Spetta a un neuropsichiatra infantile consultato "in presenza" stabilire se il comportamento di un bambino può essere considerato anomalo oppure se è, molto più semplicemnte, una caratteristica legata al tipo di temperamento.
Una domanda di: Mary Salve, ho un bimbo di 9 anni, è molto attivo, sempre in movimento e molto energico. Le scrivo perché le maestre mi hanno fatto presente che il bimbo secondo loro è energico in maniera eccessiva che non riesce a stare seduto per molto, che si distrae facilmente e che non sta attento come loro pensano dovrebbe essere, lo vedono ansioso. Io sono consapevole della sua interminabile energia, ma non credevo potesse essere un problema, anche perché a casa ci sono i momenti in cui si concentra per lungo tempo in attività anche non fisiche. Da come mi riferisce mio figlio a scuola le lezioni sono un po’ noiose e parlando con lui non crede di fare qualcosa di tanto diverso rispetto agli altri suoi compagni.
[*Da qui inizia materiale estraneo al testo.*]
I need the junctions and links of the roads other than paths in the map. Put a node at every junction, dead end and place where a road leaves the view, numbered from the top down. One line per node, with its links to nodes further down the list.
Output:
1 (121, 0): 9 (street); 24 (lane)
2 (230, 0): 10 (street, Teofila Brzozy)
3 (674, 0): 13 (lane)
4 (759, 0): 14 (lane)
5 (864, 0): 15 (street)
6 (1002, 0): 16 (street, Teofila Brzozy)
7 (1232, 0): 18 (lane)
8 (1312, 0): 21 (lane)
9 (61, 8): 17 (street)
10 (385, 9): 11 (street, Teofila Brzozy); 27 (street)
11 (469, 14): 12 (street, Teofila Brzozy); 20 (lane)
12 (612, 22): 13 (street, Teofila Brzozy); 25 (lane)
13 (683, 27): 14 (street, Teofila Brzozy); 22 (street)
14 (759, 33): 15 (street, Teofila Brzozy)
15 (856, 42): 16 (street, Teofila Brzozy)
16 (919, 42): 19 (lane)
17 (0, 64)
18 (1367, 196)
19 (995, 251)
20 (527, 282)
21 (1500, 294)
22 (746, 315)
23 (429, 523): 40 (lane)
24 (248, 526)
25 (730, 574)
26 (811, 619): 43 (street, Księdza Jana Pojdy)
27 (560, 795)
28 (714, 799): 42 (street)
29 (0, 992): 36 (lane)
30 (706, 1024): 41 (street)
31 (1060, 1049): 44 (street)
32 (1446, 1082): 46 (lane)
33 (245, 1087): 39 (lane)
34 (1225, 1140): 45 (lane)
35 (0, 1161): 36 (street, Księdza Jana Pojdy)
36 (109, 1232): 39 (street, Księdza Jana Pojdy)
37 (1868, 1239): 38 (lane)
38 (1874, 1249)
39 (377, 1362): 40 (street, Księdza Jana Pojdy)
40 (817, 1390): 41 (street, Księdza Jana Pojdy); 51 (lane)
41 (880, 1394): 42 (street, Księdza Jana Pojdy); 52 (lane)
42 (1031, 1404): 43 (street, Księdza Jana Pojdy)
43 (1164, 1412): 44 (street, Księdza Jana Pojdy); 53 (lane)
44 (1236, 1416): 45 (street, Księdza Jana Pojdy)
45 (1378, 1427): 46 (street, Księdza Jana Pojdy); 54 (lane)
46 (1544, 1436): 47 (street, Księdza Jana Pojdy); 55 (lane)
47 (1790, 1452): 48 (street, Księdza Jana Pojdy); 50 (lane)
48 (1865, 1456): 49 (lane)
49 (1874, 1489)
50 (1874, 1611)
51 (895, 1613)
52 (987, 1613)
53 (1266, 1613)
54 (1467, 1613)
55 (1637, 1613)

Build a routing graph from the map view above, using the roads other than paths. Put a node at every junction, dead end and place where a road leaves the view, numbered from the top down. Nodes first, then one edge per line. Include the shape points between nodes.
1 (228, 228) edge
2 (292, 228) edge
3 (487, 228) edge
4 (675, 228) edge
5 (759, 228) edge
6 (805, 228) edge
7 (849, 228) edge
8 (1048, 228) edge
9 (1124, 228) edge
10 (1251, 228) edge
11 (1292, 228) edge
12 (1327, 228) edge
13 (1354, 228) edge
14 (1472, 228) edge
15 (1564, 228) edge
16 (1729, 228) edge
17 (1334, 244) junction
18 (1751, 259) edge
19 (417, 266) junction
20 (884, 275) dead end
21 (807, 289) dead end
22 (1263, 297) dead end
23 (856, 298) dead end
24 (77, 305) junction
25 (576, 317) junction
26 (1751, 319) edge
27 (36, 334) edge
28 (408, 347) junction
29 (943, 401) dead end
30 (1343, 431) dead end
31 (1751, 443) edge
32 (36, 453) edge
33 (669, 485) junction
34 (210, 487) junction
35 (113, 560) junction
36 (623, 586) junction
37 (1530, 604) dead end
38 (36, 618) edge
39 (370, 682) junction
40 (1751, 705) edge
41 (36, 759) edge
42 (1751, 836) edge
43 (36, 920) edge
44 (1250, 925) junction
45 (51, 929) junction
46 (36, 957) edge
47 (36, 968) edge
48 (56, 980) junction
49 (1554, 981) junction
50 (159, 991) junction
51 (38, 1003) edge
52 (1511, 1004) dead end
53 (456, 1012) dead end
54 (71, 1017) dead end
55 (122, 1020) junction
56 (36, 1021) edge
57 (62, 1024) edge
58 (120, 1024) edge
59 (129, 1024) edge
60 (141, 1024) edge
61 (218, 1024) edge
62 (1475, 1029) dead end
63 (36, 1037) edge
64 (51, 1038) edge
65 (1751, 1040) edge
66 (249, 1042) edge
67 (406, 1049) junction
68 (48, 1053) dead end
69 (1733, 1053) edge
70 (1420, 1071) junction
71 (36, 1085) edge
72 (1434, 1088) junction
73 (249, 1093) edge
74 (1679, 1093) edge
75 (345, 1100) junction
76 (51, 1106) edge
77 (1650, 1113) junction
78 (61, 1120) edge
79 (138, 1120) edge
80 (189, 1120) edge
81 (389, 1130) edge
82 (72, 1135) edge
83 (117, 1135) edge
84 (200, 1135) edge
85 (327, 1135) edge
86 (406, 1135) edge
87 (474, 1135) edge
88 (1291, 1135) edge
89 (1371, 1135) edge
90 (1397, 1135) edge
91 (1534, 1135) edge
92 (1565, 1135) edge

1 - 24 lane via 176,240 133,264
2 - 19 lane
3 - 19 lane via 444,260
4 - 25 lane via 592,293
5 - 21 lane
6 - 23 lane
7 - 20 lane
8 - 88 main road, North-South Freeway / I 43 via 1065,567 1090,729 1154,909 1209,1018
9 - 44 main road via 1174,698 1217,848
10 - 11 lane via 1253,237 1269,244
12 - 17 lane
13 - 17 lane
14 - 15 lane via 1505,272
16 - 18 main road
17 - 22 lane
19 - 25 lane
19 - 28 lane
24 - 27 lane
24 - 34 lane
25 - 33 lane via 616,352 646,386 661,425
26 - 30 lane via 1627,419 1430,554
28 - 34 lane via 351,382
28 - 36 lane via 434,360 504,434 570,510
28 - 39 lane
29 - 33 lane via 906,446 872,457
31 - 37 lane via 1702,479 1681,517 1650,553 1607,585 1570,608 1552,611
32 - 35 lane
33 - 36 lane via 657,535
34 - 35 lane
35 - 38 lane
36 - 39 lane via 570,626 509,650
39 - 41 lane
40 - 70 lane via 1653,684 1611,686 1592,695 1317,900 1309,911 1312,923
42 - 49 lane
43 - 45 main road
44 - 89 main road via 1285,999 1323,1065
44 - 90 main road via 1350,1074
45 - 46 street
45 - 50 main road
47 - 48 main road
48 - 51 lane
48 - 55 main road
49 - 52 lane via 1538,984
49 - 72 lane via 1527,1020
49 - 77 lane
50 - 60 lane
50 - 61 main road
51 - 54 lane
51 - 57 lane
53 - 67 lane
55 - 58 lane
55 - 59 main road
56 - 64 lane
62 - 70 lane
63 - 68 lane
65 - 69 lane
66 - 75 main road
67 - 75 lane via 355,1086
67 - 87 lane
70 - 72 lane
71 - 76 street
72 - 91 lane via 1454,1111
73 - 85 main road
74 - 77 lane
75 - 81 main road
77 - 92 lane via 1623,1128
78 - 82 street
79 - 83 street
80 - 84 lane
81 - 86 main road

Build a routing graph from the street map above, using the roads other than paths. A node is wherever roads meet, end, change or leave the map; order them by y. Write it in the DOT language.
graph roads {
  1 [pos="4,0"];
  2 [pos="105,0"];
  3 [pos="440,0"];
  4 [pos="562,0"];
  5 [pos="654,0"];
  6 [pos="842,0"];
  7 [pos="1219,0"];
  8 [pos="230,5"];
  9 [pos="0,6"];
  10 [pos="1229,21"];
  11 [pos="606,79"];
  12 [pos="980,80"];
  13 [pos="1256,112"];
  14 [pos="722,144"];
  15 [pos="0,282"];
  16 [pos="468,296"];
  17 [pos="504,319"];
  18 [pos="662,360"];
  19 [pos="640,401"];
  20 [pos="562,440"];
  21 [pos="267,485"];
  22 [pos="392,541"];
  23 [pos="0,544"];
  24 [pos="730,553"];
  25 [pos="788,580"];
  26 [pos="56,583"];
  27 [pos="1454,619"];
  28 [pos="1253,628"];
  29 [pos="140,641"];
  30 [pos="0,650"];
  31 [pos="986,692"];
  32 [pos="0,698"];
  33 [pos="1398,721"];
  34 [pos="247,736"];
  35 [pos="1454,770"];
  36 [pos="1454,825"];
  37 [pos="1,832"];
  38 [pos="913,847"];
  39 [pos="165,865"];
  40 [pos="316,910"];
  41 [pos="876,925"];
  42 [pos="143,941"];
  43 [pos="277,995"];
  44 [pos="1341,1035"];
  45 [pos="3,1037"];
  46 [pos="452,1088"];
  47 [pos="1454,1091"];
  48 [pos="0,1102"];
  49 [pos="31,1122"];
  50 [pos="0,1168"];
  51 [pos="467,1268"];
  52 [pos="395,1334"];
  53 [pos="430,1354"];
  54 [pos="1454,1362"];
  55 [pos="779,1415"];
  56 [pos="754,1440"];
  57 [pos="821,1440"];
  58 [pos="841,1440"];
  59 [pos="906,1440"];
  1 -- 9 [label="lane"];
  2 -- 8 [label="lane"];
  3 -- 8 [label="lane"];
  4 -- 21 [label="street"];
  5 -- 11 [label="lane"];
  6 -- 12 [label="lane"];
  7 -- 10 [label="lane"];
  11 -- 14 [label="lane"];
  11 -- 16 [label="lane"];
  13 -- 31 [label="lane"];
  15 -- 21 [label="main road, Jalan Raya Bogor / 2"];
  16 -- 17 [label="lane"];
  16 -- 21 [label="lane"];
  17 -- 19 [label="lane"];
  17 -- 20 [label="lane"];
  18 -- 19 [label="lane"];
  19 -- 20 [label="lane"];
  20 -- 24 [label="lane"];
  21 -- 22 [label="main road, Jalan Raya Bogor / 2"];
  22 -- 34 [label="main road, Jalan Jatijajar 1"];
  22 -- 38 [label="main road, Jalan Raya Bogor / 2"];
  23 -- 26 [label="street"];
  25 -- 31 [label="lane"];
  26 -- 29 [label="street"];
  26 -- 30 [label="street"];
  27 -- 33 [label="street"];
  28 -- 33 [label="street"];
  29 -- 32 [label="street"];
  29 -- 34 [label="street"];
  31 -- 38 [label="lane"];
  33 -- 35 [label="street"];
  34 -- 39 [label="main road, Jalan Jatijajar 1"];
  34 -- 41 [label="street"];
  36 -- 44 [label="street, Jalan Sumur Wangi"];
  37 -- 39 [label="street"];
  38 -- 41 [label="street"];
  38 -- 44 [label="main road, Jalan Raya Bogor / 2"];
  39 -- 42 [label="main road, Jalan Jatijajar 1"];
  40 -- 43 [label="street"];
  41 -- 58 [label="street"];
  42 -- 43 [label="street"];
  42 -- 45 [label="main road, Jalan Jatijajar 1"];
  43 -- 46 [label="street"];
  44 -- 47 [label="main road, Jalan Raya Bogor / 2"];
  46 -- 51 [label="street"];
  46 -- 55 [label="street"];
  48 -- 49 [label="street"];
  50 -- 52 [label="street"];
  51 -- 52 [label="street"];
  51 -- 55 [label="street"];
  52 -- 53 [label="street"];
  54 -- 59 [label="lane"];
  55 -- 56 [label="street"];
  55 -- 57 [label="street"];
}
Le maestre mi avevano già detto indirettamente queste cose anche l’anno scorso e per me è semplicemente un po’ più attivo rispetto alla norma ma voglio anche togliermi il dubbio per tutelarlo ancora di più andando oltre quelle convizioni che potrei avere da madre.
Angela Raimo
Cara signora, voglio premettere che può essere che un bambino sia più vivace ed attvo dei coetanei o che in classe si annoi più degli altri senza che questo sia il segnale di un problema. A volte è sufficiente che le insegnanti assegnino a questo tipo di bambino qualche piccola incombenza da svolgere in movimento perché la situazione riesca a essere ben controllata: per esempio, fargli raccogliere i quaderni. Detto questo, fare eventualmente una diagnosi a distanza è impossibile. Il confine tra quella che potrebbe essere una patologia, per esempio l’ADHD (sindrome da deficit dell’attenzione e iperattività) e le caratteristiche relative al temperamento spesso è molto labile, sfumato e questo rende realmente molto difficile farsi un’idea precisa della situazione. Esistono comunque criteri rigorosi per valutare se appunto potremmo essere in presenza di un deficit dell’attenzione e iperattività. Come è ovvio, spetta al neuropsichiatra infantile consultato in presenza applicarli avendo modo di visitare il bambino e di raccogliere tutte le informazioni sul suo comportamento. In generale, i genitori tendono a comprendere per primi che nel figlio c’è qualcosa che non va per poi averne conferma dalle insegnanti, ma in questo caso questo non è accaduto. Lei non rileva alcuna anomalia nel comportamento di suo figlio (se non un’energia eccessiva che comunque può essere una caratteristica individuale) ma le maestre sì. Direi di confrontarsi con il pediatra per valutare con lui l’opportunità di far valutare suo figlio da uno specialista. Cari saluti.